Легкая поземка осторожно цеплялась за ноги боевых коней киевского войска. Переходы занимали весь световой день, князья Святослав и Рюрик опасались, что половцы будут предупреждены об ударе и успеют приготовиться к его отражению. Вплотную за черными клобуками и киевскими дружинниками неслись сани, в которых, заботливо укрытые холстинами от непогоды, позванивали на крутых поворотах кольчуги и панцири. Еще дальше поднимали снежную пыль запасные кони, чутко прислушивавшиеся к посвисту и ударам бичей молодых погонщиков.
Крестьяне деревень, стоявших на возвышенностях у дорог, ведущих в Половецкую степь, недоуменно провожали взглядом с залитых по осени и обледенелых земляных валов черного червя большого войска, вышедшего в путь в неурочное время. Зимой не воевали; зимой собирались с силами для задуманного выяснения отношений.
Быстрее всех оказались разведчики, отправленные вперед ханом Кунтувдыем. Именно они разыскали лагерь Кончака и, терпеливо вылежав в мокром снегу несколько часов, прикинули на глаз численность половецкого войска. На обратном пути они могли греться только теплом собственного коня, и Кунтувдый расстроился, увидев своих людей в самом жалком состоянии, с побледневшими от холода и сморщенными от влаги лицами, в провонявшей конским потом одежде со свалявшимся мехом.
Но дело свое соглядатаи выполнили честно. На схеме, вычерченной одним из них прутиком по снегу, был ясно виден и берег Хорола, и половецкие вежи, и огромные осадные машины немного поодаль.

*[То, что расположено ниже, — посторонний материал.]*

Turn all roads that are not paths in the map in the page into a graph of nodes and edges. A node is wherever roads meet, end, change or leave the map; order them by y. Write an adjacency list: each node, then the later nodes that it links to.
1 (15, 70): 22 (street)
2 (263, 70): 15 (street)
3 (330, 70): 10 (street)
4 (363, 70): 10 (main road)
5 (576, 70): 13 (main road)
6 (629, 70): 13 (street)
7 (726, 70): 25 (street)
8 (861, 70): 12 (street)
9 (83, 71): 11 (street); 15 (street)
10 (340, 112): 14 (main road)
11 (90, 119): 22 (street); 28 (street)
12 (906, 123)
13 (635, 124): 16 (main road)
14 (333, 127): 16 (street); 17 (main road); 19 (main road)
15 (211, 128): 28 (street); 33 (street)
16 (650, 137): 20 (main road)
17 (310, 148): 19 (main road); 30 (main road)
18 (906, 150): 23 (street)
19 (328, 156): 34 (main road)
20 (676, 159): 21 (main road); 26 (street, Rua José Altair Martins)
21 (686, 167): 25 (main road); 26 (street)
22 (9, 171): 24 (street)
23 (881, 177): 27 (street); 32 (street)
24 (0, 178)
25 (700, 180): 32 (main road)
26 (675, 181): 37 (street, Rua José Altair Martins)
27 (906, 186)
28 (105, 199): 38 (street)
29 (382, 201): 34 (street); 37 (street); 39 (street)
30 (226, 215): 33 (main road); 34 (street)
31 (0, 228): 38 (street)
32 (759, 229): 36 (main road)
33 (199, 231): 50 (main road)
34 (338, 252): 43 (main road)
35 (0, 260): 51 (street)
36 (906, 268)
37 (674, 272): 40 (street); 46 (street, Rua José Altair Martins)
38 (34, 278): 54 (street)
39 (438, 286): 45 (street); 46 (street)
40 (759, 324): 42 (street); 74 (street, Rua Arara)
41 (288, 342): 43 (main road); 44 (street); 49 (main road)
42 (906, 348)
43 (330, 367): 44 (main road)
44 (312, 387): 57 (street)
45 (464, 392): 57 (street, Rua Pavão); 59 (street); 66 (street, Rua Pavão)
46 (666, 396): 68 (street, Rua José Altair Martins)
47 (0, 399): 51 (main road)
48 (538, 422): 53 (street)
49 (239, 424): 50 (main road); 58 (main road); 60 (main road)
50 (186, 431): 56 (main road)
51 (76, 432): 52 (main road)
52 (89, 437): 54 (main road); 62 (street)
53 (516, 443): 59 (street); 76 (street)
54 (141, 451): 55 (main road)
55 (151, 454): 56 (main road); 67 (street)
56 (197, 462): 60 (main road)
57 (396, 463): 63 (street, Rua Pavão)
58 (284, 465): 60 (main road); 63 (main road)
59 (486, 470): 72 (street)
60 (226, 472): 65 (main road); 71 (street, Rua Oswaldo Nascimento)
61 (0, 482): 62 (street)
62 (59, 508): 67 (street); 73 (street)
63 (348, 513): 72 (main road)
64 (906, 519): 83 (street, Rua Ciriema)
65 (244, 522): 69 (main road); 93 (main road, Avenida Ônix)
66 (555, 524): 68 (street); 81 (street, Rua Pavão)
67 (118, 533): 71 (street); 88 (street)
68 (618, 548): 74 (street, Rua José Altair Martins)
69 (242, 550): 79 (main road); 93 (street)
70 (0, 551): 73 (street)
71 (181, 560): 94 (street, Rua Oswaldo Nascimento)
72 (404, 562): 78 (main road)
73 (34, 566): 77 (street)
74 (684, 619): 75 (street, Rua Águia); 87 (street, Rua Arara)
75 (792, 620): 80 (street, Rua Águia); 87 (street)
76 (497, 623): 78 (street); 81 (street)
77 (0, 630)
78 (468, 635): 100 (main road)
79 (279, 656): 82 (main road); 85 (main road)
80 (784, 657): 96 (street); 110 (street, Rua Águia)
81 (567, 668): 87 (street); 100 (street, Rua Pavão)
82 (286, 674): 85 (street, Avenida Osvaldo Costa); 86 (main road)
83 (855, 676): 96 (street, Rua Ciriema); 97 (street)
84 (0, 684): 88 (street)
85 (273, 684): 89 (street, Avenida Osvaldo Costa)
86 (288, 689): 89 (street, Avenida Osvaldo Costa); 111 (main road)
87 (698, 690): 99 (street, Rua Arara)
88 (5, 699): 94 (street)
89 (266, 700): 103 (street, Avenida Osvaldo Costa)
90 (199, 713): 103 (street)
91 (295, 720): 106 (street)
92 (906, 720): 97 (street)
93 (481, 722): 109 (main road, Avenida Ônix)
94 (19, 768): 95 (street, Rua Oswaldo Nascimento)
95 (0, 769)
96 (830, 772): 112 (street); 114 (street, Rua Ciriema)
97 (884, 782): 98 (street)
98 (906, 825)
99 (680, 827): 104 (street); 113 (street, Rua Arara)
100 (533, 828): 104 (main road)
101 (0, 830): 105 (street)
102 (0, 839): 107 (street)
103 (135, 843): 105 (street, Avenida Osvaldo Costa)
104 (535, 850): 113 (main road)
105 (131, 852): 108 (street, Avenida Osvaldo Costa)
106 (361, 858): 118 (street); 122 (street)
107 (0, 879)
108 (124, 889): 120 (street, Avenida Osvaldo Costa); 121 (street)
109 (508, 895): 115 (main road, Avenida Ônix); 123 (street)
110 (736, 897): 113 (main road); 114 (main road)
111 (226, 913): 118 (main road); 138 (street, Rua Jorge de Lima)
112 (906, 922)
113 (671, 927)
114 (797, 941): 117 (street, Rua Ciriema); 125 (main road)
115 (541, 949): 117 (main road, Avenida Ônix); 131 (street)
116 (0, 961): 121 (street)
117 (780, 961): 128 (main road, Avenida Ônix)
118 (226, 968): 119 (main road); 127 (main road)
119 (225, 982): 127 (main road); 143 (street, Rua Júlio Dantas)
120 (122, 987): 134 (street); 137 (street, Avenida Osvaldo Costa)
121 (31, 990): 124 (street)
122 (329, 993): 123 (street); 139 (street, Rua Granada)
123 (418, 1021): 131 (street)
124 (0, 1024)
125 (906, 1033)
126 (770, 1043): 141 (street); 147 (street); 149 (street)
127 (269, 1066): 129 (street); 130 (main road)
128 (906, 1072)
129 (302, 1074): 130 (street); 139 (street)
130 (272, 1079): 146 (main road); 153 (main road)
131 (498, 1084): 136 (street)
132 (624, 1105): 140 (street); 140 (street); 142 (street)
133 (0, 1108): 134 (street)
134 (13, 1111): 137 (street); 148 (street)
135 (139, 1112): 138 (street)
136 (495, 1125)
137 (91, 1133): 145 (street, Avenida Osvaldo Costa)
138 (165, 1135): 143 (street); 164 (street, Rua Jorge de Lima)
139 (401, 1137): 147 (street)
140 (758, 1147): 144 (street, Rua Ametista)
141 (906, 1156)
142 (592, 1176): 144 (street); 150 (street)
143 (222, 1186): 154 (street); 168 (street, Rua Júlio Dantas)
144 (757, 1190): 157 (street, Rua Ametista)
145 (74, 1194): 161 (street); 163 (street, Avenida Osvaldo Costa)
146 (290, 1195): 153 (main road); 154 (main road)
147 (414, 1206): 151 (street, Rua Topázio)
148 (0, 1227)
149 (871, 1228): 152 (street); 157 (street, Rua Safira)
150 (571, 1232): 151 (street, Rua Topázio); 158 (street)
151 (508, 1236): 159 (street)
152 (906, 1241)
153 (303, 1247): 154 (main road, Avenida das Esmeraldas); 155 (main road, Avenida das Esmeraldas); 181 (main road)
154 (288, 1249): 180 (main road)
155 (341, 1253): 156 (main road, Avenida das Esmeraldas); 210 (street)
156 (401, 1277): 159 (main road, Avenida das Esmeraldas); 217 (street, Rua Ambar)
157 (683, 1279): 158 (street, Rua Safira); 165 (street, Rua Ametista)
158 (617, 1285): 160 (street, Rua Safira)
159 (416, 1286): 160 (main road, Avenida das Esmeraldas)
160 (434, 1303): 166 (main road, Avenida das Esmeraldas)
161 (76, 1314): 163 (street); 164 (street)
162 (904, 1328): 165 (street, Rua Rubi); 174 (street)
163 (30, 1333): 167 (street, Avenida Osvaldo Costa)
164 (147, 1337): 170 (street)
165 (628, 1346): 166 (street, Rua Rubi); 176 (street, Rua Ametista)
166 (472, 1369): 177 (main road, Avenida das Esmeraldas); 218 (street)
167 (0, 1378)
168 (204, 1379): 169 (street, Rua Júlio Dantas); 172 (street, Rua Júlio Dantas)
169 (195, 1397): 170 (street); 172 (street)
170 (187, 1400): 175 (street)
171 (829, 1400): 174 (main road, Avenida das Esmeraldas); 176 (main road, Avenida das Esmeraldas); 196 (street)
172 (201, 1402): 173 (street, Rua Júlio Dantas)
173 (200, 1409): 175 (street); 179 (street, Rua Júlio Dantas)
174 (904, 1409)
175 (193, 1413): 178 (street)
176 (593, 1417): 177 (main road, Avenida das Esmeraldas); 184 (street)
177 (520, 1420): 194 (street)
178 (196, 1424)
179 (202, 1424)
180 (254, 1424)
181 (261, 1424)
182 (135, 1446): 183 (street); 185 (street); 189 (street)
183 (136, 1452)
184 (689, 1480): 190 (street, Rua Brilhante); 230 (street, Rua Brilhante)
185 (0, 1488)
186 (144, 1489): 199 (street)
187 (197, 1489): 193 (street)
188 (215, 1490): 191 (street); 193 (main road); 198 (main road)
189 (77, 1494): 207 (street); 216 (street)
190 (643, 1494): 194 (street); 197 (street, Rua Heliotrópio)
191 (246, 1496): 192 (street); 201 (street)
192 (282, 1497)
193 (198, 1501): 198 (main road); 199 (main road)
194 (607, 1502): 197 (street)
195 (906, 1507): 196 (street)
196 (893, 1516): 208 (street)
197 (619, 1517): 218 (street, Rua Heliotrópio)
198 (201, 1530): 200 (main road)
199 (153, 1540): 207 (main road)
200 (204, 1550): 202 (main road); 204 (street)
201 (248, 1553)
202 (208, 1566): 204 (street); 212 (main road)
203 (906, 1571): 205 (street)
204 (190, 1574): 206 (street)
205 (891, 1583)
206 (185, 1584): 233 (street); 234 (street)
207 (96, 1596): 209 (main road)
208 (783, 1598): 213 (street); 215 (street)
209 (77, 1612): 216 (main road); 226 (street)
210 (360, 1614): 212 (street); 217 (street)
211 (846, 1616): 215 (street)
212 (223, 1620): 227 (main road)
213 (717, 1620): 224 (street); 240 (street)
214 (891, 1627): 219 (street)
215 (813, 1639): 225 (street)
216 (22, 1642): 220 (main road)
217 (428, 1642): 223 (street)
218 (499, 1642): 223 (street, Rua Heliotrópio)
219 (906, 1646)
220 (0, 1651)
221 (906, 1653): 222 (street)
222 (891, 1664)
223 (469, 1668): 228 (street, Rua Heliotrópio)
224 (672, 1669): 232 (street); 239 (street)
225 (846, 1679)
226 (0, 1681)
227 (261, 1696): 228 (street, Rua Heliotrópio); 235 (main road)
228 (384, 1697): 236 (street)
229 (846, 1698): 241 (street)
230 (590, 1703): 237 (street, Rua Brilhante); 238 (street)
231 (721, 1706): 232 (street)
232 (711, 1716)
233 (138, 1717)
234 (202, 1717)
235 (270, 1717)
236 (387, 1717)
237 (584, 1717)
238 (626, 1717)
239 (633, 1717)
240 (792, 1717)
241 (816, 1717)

И князь Святослав Киевский, простудившийся по дороге и от этого особо несчастный, слабым охрипшим голосом отдал приказ наступать. Подмерзшие на февральском ветру доспехи воины натягивали прямо на походную одежду, и вскоре черные клобуки уже вытянулись редкой цепочкой, словно загонщики, теснящие хищного зверя к подтаявшему льду реки.
Поверху, отдельно от них, рванулась переяславская дружина. Половцы будут зажаты в клещи, и сомкнувшиеся берендеи и переяславцы должны раздавить противника, не дав Кончаку малейшего шанса на успех или хотя бы на бегство.
Лес у Хорола неожиданно для половецких дозоров огласился воинственными криками и звуками боевых труб, направлявших киевских воинов к месту схватки.
– Прозевали… – тихо сказал Кончак, тщательно застегивая ремни на пластинчатом доспехе, одетом для пущей надежности поверх легкой кольчуги, закрывавшей тело хана до колен.